I'd advise AGAIST the VW, had one, and the HPFP is a ticking time bomb in the VW car, that frankly is a bigger issue than the cheat scandal. 

I have had 5 Diesel Cruzes since, and still have 4 in the family fleet. The Gen 1 has been a good car, but the Gen 2 is definitly a more refined drivetrain. That said, I did have a Dual Mass Flywheel (DMF) fail on my manual Gen 2 Diesel at just ove 12K miles, replace under warranty, and that got a new clutch hydraulics as well, all warranty, and apparatnly the clutch was upgraded from the original.. all that to say that there has been some problems with the DMF and clutch hydraulics. I have 2 Gen 2 Autos, thus far no issue, but I'm still under 30K on the higher miles car. There have been a couple of reports of issues at higher miles, and it seems prudent to change fluid at 30K from what I've seen, but generally the 9sp seems pretty solid.
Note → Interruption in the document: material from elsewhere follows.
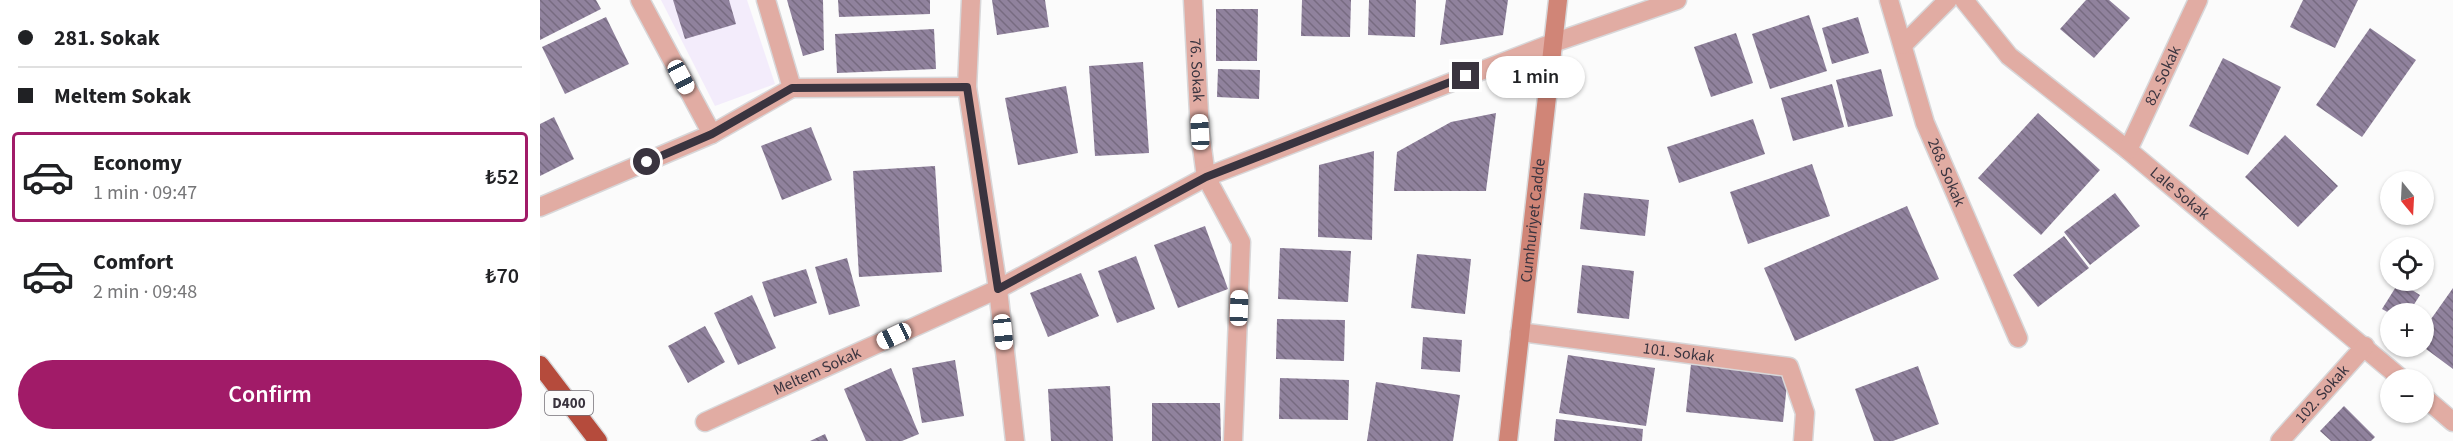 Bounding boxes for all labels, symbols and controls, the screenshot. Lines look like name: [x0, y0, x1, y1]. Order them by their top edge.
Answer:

MPG, I have seen very similar numbers in the Manual and Auto Gen 2s, wich is about 5 MPG better than Gen 1. The Gen 2 9sp auto has a really low final drive in 9th, lower than the 6th gear in the manual, and with plenty of low end torque, it seems that lower ratio and engine RPM saves enough to balance out the lost energy for the pump in the automatic transmission. 

That said, the manual if fun to drive, I happen to enjoy shifting gears, and I don't like a car computer telling me "Shift Denied" which is what happens with the auto when you try to go manual mode.. but it is a smooth automatic and seems to be much improved over the Gen 1 auto, which could do some strange shifting patterns. 

DPFs are problematic when people get a car and do frequent really short drives, and worse if done in cold weather. To clean itself, the DPF becomes an oven, so longer drives with higher temps are helpful in keeping it happy. I tell people that if you do mostly highway driveing, the Diesel is a great option, but if you do frequent short drives in a city, then perhaps a hybrid or electric is a better fit, or even a gasoline engine, that heats up much faster and thus doesn't have DPF clog issues of any kind.


----------



## phil1734 (Aug 30, 2019)

Sounds like you've more or less gotten your answer but to add a little more fuel to the fire, I went with the Cruze over the Golf/Jetta because the interior of a $19,000 Cruze is a much nicer place to be than a $19,000 VW.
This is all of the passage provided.